Dear support,
I added a simple ACC region on the top of a single DO loop. Apparently everything should work easy.
The code is:
!$acc region copyin(aux, eigts1, eigts2, eigts3, mill, g) copyout(aux1)
do ig = 1, ngm
cfac = aux (ig, is) * &
CONJG( eigts1 (mill (1,ig), na) * &
eigts2 (mill (2,ig), na) * &
eigts3 (mill (3,ig), na) )
aux1 (ig) = cfac * g (jpol, ig)
enddo
!$acc end region
“is” and “jpol” are indexes that come from outer loops. “aux1” is used just after the ACC region so I put it in the copyout clause.
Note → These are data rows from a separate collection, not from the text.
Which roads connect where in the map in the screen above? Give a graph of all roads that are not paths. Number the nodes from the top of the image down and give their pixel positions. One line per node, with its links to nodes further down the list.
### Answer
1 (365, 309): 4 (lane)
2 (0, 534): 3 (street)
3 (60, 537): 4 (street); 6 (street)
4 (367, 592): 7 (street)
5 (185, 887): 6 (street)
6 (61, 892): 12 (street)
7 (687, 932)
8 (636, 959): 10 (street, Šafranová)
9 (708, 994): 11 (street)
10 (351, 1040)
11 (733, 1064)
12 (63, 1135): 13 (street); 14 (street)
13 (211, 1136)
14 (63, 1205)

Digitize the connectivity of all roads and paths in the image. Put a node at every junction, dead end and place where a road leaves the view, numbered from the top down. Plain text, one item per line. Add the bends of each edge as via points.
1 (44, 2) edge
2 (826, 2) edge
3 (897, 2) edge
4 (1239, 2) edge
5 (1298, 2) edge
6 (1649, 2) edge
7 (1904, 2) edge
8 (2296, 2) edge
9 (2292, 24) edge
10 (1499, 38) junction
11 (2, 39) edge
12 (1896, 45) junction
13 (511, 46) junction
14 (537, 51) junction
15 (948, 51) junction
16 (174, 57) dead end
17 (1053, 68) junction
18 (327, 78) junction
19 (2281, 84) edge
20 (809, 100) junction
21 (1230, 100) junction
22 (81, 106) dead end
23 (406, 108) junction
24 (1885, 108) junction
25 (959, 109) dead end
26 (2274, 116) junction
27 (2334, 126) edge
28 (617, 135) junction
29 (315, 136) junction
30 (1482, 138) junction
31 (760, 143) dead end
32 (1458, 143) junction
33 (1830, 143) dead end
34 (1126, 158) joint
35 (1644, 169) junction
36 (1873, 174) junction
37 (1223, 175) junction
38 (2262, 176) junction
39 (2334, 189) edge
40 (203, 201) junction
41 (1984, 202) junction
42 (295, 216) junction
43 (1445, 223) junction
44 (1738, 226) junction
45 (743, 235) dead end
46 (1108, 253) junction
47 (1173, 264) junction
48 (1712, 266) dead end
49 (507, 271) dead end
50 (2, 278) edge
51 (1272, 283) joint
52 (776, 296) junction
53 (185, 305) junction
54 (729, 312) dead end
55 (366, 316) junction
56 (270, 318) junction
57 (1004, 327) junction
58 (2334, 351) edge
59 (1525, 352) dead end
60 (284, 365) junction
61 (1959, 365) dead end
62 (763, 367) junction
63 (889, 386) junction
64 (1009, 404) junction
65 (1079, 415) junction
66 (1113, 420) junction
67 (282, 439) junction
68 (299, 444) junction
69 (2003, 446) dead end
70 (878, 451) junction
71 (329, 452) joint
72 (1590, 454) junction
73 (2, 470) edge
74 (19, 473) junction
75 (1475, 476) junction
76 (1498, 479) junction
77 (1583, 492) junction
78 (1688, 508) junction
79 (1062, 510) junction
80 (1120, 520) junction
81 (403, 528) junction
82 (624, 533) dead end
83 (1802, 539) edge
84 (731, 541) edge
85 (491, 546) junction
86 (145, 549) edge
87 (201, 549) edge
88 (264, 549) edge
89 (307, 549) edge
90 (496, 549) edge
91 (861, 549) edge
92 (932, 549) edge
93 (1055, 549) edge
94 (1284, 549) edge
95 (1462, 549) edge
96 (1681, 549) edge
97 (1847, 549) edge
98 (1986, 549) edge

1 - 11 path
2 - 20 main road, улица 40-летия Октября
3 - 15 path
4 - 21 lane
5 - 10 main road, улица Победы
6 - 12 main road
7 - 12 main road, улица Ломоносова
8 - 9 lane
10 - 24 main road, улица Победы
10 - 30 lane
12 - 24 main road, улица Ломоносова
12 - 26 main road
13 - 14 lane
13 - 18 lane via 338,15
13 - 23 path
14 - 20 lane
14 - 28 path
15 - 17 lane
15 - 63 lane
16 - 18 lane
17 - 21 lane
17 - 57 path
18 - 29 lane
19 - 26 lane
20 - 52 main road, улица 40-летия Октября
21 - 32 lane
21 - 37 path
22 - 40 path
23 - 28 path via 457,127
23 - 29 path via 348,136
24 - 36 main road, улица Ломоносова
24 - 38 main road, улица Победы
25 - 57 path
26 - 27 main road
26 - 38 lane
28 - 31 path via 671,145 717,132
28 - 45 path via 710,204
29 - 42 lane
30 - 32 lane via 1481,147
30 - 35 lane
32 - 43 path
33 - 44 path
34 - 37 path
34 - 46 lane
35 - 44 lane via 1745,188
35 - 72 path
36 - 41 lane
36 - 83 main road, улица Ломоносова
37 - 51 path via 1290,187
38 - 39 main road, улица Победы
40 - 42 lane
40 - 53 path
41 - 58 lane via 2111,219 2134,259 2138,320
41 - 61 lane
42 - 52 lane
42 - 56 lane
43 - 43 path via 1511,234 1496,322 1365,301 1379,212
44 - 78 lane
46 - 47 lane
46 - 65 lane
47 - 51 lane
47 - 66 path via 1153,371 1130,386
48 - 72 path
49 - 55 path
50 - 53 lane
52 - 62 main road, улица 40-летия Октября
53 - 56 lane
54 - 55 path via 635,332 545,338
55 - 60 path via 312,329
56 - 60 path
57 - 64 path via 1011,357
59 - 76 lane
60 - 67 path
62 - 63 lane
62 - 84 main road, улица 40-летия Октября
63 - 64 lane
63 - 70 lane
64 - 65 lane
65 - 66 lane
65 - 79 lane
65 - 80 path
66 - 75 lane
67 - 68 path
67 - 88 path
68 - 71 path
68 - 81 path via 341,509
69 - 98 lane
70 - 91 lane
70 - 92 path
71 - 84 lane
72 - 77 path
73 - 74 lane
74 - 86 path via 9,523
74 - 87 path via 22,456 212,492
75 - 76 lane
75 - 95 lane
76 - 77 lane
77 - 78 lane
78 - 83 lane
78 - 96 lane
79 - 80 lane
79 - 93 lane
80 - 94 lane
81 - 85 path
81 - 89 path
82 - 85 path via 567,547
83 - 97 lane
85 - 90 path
It does not require any initialization.
The -Minfo output reports:
108, Generating copyout(aux1(:))
Generating copyin(g(jpol,1:ngm))
Generating copyin(mill(1:3,1:ngm))
Generating copyin(eigts3(:,:))
Generating copyin(eigts2(:,:))
Generating copyin(eigts1(:,:))
Generating copyin(aux(:,:))
Generating compute capability 2.0 binary
109, Loop is parallelizable
Accelerator kernel generated
109, !$acc do parallel, vector(32) ! blockidx%x threadidx%x
Non-stride-1 accesses for array ‘g’
Non-stride-1 accesses for array ‘mill’
CC 2.0 : 21 registers; 4 shared, 208 constant, 0 local memory bytes; 16% occupancy
(occupancy is low but well… I am more interested to get OpwnACC working on that specific point now :-P)
And, after the core is generated, this is the point where I get the error.
(gdb) bt
#0 0x0000003513487fc6 in __memcpy_sse2 () from /lib64/libc.so.6
#1 0x00007f313104b691 in ?? () from /usr/lib64/libcuda.so.1
#2 0x00007f31310557b3 in ?? () from /usr/lib64/libcuda.so.1
#3 0x00007f3131055d8c in ?? () from /usr/lib64/libcuda.so.1
#4 0x00007f313104d54e in ?? () from /usr/lib64/libcuda.so.1
#5 0x00007f313102d6b7 in ?? () from /usr/lib64/libcuda.so.1
#6 0x00007f31310300ad in ?? () from /usr/lib64/libcuda.so.1
#7 0x00007f3131020923 in ?? () from /usr/lib64/libcuda.so.1
#8 0x0000000000877ba3 in __pgi_cu_upload2 (devptr=13865189376, hostptr=0xcb4d98, devx=0, devy=0, hostx=0, hosty=0, size1=1, size2=82835, devstride2=1,
hoststride1=1, hoststride2=3, elementsize=8, lineno=108, name=0xba335c “g$p”) at …/src-nv/nvupload2.c:82
#9 0x0000000000873d2d in __pgi_cu_uploadx_seq (devptr=13865189376, hostptr=0xcb4d98, dims=2, desc=0x7fff50988f20, elementsize=8, lineno=108,
name=0xba335c “g$p”) at …/src-nv/nvuploadx.c:236
#10 0x0000000000875661 in pgi_cu_uploadxx_p (devptr=13865189376, hostptr=0xcb4d98, dims=2, desc=0x7fff50988f20, elementsize=8, lineno=108,
name=0xba335c “g$p”, eventinfo=0xbf1190) at …/src-nv/nvuploadx.c:649
#11 0x0000000000875924 in pgi_cu_uploadx_a_p (devptr=13865189376, hostptr=0xcb4d98, dims=2, desc=0x7fff50988f20, elementsize=8, lineno=108,
name=0xba335c “g$p”, flags=0, async=0) at …/src-nv/nvuploadx.c:705
#12 0x00000000005e0cb7 in addusstres.pgi.uni.gpu (sigmanlc=…) at ./addusstress.F90:108
#13 0x00000000005caae1 in stres_knl.pgi.uni.istanbul (sigmanlc=…, sigmakin=…) at ./stres_knl.F90:90
#14 0x00000000004ae69e in stress.pgi.uni.istanbul (sigma=…) at ./stress.F90:116
#15 0x000000000041c32c in pwscf.pgi.uni.istanbul () at ./pwscf.F90:119
I think I put the ACC region directive in the right place with the right clauses. I do nto see any obstacle inside the loop, CONJG should be supported (I am using PGI 12.2). Is it possible that the program crash at that point due to “not enough memory available”? If yes, how detect and eventually apply a recovery strategy in the code?
Many thanks in advance!
F.